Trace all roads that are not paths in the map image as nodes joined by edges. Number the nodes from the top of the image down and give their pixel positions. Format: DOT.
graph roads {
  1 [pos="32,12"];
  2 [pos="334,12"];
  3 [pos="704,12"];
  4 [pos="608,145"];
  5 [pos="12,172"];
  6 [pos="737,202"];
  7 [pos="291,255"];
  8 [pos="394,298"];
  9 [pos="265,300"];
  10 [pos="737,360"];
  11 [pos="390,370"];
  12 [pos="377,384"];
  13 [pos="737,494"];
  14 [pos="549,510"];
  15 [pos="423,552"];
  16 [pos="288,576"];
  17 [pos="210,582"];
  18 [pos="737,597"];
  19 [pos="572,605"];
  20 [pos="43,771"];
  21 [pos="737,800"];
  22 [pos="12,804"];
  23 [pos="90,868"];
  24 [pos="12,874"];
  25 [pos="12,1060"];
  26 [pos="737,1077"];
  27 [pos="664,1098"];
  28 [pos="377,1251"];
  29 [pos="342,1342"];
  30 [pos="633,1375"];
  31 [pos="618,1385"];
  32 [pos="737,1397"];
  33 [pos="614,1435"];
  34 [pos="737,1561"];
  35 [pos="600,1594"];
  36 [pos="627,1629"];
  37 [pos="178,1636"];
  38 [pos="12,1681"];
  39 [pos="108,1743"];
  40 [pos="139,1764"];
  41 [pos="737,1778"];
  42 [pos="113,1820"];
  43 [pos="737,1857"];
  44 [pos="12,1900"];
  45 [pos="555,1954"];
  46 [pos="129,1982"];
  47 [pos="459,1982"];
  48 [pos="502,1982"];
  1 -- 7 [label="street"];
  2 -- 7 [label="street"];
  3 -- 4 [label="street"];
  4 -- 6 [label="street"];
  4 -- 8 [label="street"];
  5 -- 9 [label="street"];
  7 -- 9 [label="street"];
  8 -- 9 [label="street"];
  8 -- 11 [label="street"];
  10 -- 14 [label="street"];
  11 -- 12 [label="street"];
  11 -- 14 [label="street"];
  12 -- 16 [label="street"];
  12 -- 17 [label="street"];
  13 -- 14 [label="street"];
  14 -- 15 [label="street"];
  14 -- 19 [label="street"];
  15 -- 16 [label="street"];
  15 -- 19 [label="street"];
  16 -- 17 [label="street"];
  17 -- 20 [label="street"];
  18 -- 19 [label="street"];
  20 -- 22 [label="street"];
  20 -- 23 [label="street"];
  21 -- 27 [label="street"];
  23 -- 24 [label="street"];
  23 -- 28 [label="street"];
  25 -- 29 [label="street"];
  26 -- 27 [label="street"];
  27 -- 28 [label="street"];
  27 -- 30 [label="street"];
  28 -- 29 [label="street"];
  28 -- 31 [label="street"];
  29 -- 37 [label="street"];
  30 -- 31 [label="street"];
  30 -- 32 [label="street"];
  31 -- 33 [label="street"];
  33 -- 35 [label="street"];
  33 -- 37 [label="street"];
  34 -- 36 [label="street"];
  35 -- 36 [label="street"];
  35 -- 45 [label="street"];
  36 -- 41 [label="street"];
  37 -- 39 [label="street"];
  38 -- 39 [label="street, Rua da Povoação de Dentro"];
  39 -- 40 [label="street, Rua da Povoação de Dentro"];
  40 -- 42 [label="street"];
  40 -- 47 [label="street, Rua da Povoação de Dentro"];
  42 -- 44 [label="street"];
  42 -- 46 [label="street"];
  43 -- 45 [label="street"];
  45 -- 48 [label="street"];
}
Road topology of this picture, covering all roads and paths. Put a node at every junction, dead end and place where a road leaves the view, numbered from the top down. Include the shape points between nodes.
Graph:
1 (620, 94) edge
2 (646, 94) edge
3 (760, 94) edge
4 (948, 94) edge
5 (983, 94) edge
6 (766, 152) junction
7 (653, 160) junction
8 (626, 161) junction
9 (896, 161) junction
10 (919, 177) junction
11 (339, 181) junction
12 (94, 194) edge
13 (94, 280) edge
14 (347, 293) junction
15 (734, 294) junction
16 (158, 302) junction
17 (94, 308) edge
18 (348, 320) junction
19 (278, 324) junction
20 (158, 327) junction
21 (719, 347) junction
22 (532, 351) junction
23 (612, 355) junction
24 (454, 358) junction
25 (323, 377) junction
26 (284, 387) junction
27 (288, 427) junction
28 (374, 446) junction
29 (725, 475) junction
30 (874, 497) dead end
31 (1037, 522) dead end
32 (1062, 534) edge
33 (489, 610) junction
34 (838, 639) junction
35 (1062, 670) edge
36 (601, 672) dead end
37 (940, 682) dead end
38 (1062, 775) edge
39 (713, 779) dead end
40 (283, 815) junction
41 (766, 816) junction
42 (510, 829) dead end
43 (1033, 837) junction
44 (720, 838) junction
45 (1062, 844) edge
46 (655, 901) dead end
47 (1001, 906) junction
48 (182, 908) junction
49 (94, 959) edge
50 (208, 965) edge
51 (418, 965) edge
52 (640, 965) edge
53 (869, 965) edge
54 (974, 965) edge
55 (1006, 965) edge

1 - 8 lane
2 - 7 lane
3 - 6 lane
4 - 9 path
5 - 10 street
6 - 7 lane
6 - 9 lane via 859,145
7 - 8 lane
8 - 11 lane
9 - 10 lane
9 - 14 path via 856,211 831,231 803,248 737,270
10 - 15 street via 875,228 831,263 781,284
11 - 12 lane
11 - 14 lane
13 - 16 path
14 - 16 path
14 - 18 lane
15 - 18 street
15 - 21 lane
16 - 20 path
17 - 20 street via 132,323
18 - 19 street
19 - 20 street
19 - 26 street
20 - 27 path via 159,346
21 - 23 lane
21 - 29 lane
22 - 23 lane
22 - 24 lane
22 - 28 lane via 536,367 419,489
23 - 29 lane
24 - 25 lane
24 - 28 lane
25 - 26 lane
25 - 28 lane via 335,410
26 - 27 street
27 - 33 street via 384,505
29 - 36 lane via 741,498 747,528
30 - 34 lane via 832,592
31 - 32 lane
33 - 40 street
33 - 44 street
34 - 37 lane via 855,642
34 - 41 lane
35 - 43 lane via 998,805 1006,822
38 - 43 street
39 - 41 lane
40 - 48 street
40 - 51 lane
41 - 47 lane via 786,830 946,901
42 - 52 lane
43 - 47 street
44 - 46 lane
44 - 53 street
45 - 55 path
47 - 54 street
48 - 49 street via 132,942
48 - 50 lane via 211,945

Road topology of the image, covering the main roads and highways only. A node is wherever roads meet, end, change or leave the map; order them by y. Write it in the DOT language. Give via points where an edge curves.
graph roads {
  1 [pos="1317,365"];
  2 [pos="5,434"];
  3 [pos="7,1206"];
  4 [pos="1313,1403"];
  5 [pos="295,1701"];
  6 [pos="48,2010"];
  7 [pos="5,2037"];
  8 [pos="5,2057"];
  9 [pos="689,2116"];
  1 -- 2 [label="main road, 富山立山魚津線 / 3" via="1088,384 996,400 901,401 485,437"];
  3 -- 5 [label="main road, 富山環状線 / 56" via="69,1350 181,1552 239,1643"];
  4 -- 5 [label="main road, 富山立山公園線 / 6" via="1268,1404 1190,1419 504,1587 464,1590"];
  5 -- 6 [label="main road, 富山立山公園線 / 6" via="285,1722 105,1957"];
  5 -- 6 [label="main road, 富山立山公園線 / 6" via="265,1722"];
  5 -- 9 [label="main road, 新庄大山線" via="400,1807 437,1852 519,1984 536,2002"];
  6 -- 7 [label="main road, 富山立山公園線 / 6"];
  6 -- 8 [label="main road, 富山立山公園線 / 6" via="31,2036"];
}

*-*-*

WHAT THE TASK REQUIRES
Set down the whole listing once more, precisely as written.

EXERCISE OUTPUT
Trace all roads that are not paths in the map image as nodes joined by edges. Number the nodes from the top of the image down and give their pixel positions. Format: DOT.
graph roads {
  1 [pos="32,12"];
  2 [pos="334,12"];
  3 [pos="704,12"];
  4 [pos="608,145"];
  5 [pos="12,172"];
  6 [pos="737,202"];
  7 [pos="291,255"];
  8 [pos="394,298"];
  9 [pos="265,300"];
  10 [pos="737,360"];
  11 [pos="390,370"];
  12 [pos="377,384"];
  13 [pos="737,494"];
  14 [pos="549,510"];
  15 [pos="423,552"];
  16 [pos="288,576"];
  17 [pos="210,582"];
  18 [pos="737,597"];
  19 [pos="572,605"];
  20 [pos="43,771"];
  21 [pos="737,800"];
  22 [pos="12,804"];
  23 [pos="90,868"];
  24 [pos="12,874"];
  25 [pos="12,1060"];
  26 [pos="737,1077"];
  27 [pos="664,1098"];
  28 [pos="377,1251"];
  29 [pos="342,1342"];
  30 [pos="633,1375"];
  31 [pos="618,1385"];
  32 [pos="737,1397"];
  33 [pos="614,1435"];
  34 [pos="737,1561"];
  35 [pos="600,1594"];
  36 [pos="627,1629"];
  37 [pos="178,1636"];
  38 [pos="12,1681"];
  39 [pos="108,1743"];
  40 [pos="139,1764"];
  41 [pos="737,1778"];
  42 [pos="113,1820"];
  43 [pos="737,1857"];
  44 [pos="12,1900"];
  45 [pos="555,1954"];
  46 [pos="129,1982"];
  47 [pos="459,1982"];
  48 [pos="502,1982"];
  1 -- 7 [label="street"];
  2 -- 7 [label="street"];
  3 -- 4 [label="street"];
  4 -- 6 [label="street"];
  4 -- 8 [label="street"];
  5 -- 9 [label="street"];
  7 -- 9 [label="street"];
  8 -- 9 [label="street"];
  8 -- 11 [label="street"];
  10 -- 14 [label="street"];
  11 -- 12 [label="street"];
  11 -- 14 [label="street"];
  12 -- 16 [label="street"];
  12 -- 17 [label="street"];
  13 -- 14 [label="street"];
  14 -- 15 [label="street"];
  14 -- 19 [label="street"];
  15 -- 16 [label="street"];
  15 -- 19 [label="street"];
  16 -- 17 [label="street"];
  17 -- 20 [label="street"];
  18 -- 19 [label="street"];
  20 -- 22 [label="street"];
  20 -- 23 [label="street"];
  21 -- 27 [label="street"];
  23 -- 24 [label="street"];
  23 -- 28 [label="street"];
  25 -- 29 [label="street"];
  26 -- 27 [label="street"];
  27 -- 28 [label="street"];
  27 -- 30 [label="street"];
  28 -- 29 [label="street"];
  28 -- 31 [label="street"];
  29 -- 37 [label="street"];
  30 -- 31 [label="street"];
  30 -- 32 [label="street"];
  31 -- 33 [label="street"];
  33 -- 35 [label="street"];
  33 -- 37 [label="street"];
  34 -- 36 [label="street"];
  35 -- 36 [label="street"];
  35 -- 45 [label="street"];
  36 -- 41 [label="street"];
  37 -- 39 [label="street"];
  38 -- 39 [label="street, Rua da Povoação de Dentro"];
  39 -- 40 [label="street, Rua da Povoação de Dentro"];
  40 -- 42 [label="street"];
  40 -- 47 [label="street, Rua da Povoação de Dentro"];
  42 -- 44 [label="street"];
  42 -- 46 [label="street"];
  43 -- 45 [label="street"];
  45 -- 48 [label="street"];
}
Road topology of this picture, covering all roads and paths. Put a node at every junction, dead end and place where a road leaves the view, numbered from the top down. Include the shape points between nodes.
Graph:
1 (620, 94) edge
2 (646, 94) edge
3 (760, 94) edge
4 (948, 94) edge
5 (983, 94) edge
6 (766, 152) junction
7 (653, 160) junction
8 (626, 161) junction
9 (896, 161) junction
10 (919, 177) junction
11 (339, 181) junction
12 (94, 194) edge
13 (94, 280) edge
14 (347, 293) junction
15 (734, 294) junction
16 (158, 302) junction
17 (94, 308) edge
18 (348, 320) junction
19 (278, 324) junction
20 (158, 327) junction
21 (719, 347) junction
22 (532, 351) junction
23 (612, 355) junction
24 (454, 358) junction
25 (323, 377) junction
26 (284, 387) junction
27 (288, 427) junction
28 (374, 446) junction
29 (725, 475) junction
30 (874, 497) dead end
31 (1037, 522) dead end
32 (1062, 534) edge
33 (489, 610) junction
34 (838, 639) junction
35 (1062, 670) edge
36 (601, 672) dead end
37 (940, 682) dead end
38 (1062, 775) edge
39 (713, 779) dead end
40 (283, 815) junction
41 (766, 816) junction
42 (510, 829) dead end
43 (1033, 837) junction
44 (720, 838) junction
45 (1062, 844) edge
46 (655, 901) dead end
47 (1001, 906) junction
48 (182, 908) junction
49 (94, 959) edge
50 (208, 965) edge
51 (418, 965) edge
52 (640, 965) edge
53 (869, 965) edge
54 (974, 965) edge
55 (1006, 965) edge

1 - 8 lane
2 - 7 lane
3 - 6 lane
4 - 9 path
5 - 10 street
6 - 7 lane
6 - 9 lane via 859,145
7 - 8 lane
8 - 11 lane
9 - 10 lane
9 - 14 path via 856,211 831,231 803,248 737,270
10 - 15 street via 875,228 831,263 781,284
11 - 12 lane
11 - 14 lane
13 - 16 path
14 - 16 path
14 - 18 lane
15 - 18 street
15 - 21 lane
16 - 20 path
17 - 20 street via 132,323
18 - 19 street
19 - 20 street
19 - 26 street
20 - 27 path via 159,346
21 - 23 lane
21 - 29 lane
22 - 23 lane
22 - 24 lane
22 - 28 lane via 536,367 419,489
23 - 29 lane
24 - 25 lane
24 - 28 lane
25 - 26 lane
25 - 28 lane via 335,410
26 - 27 street
27 - 33 street via 384,505
29 - 36 lane via 741,498 747,528
30 - 34 lane via 832,592
31 - 32 lane
33 - 40 street
33 - 44 street
34 - 37 lane via 855,642
34 - 41 lane
35 - 43 lane via 998,805 1006,822
38 - 43 street
39 - 41 lane
40 - 48 street
40 - 51 lane
41 - 47 lane via 786,830 946,901
42 - 52 lane
43 - 47 street
44 - 46 lane
44 - 53 street
45 - 55 path
47 - 54 street
48 - 49 street via 132,942
48 - 50 lane via 211,945

Road topology of the image, covering the main roads and highways only. A node is wherever roads meet, end, change or leave the map; order them by y. Write it in the DOT language. Give via points where an edge curves.
graph roads {
  1 [pos="1317,365"];
  2 [pos="5,434"];
  3 [pos="7,1206"];
  4 [pos="1313,1403"];
  5 [pos="295,1701"];
  6 [pos="48,2010"];
  7 [pos="5,2037"];
  8 [pos="5,2057"];
  9 [pos="689,2116"];
  1 -- 2 [label="main road, 富山立山魚津線 / 3" via="1088,384 996,400 901,401 485,437"];
  3 -- 5 [label="main road, 富山環状線 / 56" via="69,1350 181,1552 239,1643"];
  4 -- 5 [label="main road, 富山立山公園線 / 6" via="1268,1404 1190,1419 504,1587 464,1590"];
  5 -- 6 [label="main road, 富山立山公園線 / 6" via="285,1722 105,1957"];
  5 -- 6 [label="main road, 富山立山公園線 / 6" via="265,1722"];
  5 -- 9 [label="main road, 新庄大山線" via="400,1807 437,1852 519,1984 536,2002"];
  6 -- 7 [label="main road, 富山立山公園線 / 6"];
  6 -- 8 [label="main road, 富山立山公園線 / 6" via="31,2036"];
}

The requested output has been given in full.